[Sca-cooks] Meanderings on family histories and foods, was, Re: Packing from the Nimatnama

Sue Clemenger mooncat at in-tch.com
Sat May 19 07:52:14 PDT 2007


Certainly.  It's pretty commonly used here, as a way to distinguish "dark
colored, caffeinated fizzy beverage" from "other fizzy beverages" (such as
7-UP, Sprite, Orange Crush, etc.).
Calling it "soda pop" or "pop" is just, sort of, well, overly-scrubbed,
G-rated and eastern/effete.....Biff and his girlfriend, in their
pink-and-green preppy clothes, would order a "soda pop."
--Maire, seriously dating herself with the preppy reference, oh well....

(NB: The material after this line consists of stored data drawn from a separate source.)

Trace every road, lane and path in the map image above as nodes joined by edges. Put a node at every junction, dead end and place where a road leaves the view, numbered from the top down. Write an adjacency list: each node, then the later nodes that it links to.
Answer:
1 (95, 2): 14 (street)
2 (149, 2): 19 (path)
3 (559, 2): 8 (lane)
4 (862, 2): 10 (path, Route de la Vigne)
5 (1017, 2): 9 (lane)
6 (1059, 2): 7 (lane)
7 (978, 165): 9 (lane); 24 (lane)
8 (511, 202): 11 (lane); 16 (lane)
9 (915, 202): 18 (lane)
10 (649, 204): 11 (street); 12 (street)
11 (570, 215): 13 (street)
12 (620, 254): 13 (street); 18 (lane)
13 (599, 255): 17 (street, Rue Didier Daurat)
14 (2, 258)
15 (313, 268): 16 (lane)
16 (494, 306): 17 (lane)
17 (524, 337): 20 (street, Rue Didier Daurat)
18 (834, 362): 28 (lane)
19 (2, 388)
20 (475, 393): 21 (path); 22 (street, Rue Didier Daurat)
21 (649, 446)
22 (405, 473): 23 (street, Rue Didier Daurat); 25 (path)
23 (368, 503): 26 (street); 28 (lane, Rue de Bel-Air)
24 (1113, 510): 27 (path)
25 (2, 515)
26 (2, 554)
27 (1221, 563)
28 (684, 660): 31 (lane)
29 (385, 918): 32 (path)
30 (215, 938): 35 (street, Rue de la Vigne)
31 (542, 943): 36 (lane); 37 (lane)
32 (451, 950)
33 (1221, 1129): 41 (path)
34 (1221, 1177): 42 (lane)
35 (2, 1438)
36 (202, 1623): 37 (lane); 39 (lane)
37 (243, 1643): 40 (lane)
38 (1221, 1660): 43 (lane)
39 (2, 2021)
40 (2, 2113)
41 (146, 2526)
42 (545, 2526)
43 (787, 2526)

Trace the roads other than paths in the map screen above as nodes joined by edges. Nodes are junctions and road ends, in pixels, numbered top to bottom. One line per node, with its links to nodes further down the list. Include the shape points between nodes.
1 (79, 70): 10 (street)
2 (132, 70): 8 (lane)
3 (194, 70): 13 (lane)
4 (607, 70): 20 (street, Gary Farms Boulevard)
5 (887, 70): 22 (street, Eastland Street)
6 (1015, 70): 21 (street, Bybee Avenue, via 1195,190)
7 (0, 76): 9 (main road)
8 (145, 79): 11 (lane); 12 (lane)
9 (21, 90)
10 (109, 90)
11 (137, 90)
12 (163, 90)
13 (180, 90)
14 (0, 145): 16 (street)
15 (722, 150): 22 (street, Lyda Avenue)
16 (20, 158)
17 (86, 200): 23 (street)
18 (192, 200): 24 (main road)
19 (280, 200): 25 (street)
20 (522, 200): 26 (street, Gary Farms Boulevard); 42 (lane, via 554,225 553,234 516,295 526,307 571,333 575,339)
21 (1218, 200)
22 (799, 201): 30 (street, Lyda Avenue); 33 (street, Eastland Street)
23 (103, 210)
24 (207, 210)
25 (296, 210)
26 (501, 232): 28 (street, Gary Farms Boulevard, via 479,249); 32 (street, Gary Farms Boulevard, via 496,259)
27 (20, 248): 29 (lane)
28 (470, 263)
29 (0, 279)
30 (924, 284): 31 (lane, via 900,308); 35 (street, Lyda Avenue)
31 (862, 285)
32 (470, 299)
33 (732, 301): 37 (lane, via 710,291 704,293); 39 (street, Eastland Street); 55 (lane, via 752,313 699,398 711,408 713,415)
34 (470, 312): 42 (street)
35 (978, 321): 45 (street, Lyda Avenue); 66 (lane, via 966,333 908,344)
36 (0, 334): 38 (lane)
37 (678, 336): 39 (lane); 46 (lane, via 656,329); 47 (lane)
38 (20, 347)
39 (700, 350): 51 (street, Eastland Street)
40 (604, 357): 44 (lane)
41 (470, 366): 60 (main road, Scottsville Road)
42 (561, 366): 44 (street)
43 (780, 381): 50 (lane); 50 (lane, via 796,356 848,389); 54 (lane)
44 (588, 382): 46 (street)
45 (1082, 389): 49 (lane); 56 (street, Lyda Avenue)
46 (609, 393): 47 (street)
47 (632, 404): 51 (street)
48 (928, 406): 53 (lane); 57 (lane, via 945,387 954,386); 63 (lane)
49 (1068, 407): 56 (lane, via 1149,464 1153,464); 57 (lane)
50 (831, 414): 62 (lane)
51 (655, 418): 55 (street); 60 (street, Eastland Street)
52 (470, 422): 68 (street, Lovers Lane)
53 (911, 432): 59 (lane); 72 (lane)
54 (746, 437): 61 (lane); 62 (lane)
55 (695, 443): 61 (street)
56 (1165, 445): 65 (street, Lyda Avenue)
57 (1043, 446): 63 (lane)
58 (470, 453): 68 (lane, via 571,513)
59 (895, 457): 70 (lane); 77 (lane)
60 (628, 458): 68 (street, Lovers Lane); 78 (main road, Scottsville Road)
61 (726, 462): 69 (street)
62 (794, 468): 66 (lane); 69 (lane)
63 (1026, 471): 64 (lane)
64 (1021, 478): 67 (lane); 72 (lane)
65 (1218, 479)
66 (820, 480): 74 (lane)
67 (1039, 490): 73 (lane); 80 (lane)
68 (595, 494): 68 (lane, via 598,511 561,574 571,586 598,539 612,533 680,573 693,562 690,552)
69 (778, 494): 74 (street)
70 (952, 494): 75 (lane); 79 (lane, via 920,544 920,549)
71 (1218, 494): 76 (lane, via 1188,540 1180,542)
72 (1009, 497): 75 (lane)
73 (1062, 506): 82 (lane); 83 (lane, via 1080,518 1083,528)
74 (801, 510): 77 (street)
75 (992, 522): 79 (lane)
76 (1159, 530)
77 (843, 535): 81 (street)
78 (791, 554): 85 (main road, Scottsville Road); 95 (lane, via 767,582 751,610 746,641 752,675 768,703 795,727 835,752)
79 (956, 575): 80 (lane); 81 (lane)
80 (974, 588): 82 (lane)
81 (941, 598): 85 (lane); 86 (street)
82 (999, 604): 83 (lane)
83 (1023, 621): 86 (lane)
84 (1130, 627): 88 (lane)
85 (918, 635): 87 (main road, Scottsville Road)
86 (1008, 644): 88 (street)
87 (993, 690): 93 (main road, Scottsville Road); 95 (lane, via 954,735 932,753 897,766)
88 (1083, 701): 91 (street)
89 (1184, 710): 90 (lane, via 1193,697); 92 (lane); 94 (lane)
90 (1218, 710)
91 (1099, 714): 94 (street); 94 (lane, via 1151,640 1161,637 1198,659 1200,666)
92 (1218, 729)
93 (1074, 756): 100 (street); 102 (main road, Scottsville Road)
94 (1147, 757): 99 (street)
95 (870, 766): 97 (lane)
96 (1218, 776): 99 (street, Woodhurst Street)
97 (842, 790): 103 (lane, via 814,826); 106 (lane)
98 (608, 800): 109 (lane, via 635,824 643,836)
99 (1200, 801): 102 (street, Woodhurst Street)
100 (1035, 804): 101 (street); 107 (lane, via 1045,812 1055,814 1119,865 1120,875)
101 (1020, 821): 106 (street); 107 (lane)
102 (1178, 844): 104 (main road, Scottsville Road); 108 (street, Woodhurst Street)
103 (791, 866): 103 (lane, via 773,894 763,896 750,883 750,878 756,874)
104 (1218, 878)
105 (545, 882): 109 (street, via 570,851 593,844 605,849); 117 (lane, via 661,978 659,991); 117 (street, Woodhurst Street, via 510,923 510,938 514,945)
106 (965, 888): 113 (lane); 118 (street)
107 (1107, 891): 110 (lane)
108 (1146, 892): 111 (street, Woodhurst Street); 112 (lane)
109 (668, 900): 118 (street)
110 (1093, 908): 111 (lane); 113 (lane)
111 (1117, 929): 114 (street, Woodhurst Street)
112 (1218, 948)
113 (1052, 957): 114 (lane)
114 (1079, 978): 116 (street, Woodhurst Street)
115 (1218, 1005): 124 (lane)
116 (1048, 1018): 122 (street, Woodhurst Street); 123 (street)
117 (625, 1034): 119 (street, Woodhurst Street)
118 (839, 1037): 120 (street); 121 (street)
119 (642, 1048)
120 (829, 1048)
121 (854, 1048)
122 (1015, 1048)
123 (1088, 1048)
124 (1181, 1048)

----- Original Message -----
From: "Phil Troy / G. Tacitus Adamantius" <adamantius1 at verizon.net>
To: "Cooks within the SCA" <sca-cooks at lists.ansteorra.org>
Sent: Saturday, May 19, 2007 7:52 AM
Subject: Re: [Sca-cooks] Meanderings on family histories and foods, was, Re:
Packing from the Nimatnama


>
> Hmmm... I'd think most people would say "soft drink" is a group or
> generic term for the larger set of non-alcoholic beverages, of which
> soda/soda pop/phosphates (does anyone on earth really call anything
> that is not Coca-Cola brand cola "coke"?) is a subset.